A warning from Eastern Health about "unprecedented pressures" and long wait times in two St. John's emergency rooms is indicative of the problems plaguing Newfoundland and Labrador health care, say the presidents of the associations representing paramedics and registered nurses.
Rodney Gaudet, president of the Paramedic Association of Newfoundland and Labrador, says the warning, issued on Saturday, points to a "critical situation."
"Our system, we've been saying, is on the verge of breaking, " he said. "I think we're beyond that broken point now."
Temporary closures have become the norm for emergency rooms in rural communities across the Eastern Health and Central Health regions. The emergency room in Whitbourne has been closed since June, with patients in that area instead being directed to hospitals in Carbonear, Placentia and St. John's.
On Saturday, Eastern Health asked patients not experiencing medical emergencies to consider "alternate options" before going to the emergency rooms at the Health Sciences Centre or St. Clare's Mercy Hospital. According to the health authority, the request was made due to "unprecedented pressures" and long waits for care.
In a statement provided to CBC News on Monday, Eastern Health said the request was made to alleviate long wait times and help staff focus on individuals with serious medical conditions.
According to Eastern Health, emergency room visits at the Health Sciences Centre and St. Clare's were lower than average last weekend, with 204 visits on Saturday and 177 visits on Sunday. The previous weekend saw 223 visits on Saturday and 239 visits on Sunday.

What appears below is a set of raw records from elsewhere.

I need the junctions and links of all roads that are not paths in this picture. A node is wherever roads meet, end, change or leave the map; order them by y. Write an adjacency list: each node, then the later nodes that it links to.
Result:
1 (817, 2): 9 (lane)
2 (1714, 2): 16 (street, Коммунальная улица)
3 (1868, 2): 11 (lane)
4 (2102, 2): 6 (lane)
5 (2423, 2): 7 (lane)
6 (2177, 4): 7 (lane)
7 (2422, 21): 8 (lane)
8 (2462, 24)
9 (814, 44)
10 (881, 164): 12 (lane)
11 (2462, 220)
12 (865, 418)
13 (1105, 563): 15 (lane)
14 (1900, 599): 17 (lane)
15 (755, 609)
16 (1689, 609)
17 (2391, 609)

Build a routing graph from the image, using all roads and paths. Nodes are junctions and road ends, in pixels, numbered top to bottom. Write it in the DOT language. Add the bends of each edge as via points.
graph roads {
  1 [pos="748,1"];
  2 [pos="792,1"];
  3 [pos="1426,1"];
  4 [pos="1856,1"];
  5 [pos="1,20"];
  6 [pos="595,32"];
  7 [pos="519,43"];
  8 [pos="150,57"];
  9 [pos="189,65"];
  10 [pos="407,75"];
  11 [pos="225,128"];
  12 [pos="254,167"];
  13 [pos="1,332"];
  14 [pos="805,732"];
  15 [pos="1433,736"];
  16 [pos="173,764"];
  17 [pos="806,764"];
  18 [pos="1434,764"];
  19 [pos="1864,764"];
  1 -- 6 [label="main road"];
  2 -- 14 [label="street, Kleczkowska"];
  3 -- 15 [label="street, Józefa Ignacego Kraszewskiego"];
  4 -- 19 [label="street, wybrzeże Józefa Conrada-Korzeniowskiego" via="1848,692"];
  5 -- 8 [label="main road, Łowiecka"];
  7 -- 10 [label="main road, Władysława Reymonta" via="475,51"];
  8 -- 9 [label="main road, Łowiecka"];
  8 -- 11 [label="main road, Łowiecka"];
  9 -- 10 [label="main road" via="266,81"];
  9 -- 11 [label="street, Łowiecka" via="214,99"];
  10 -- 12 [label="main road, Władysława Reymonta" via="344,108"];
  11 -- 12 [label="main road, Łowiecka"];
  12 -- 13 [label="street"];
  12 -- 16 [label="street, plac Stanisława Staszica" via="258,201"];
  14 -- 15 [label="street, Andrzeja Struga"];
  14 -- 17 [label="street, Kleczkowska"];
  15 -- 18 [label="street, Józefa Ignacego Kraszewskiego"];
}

"There is no way to definitely explain the variability in the volume of patient presentations as there are many contributing factors," said the statement.
N.L. 'hemorrhaging' registered nurses: union
Yvette Coffey, president of the Registered Nurses Union of Newfoundland and Labrador, said working conditions at the Health Sciences Centre and St. Clare's in St. John's have become unsustainable.
She said the emergency rooms don't have the capacity — or staff — to deal with the number of patients coming in.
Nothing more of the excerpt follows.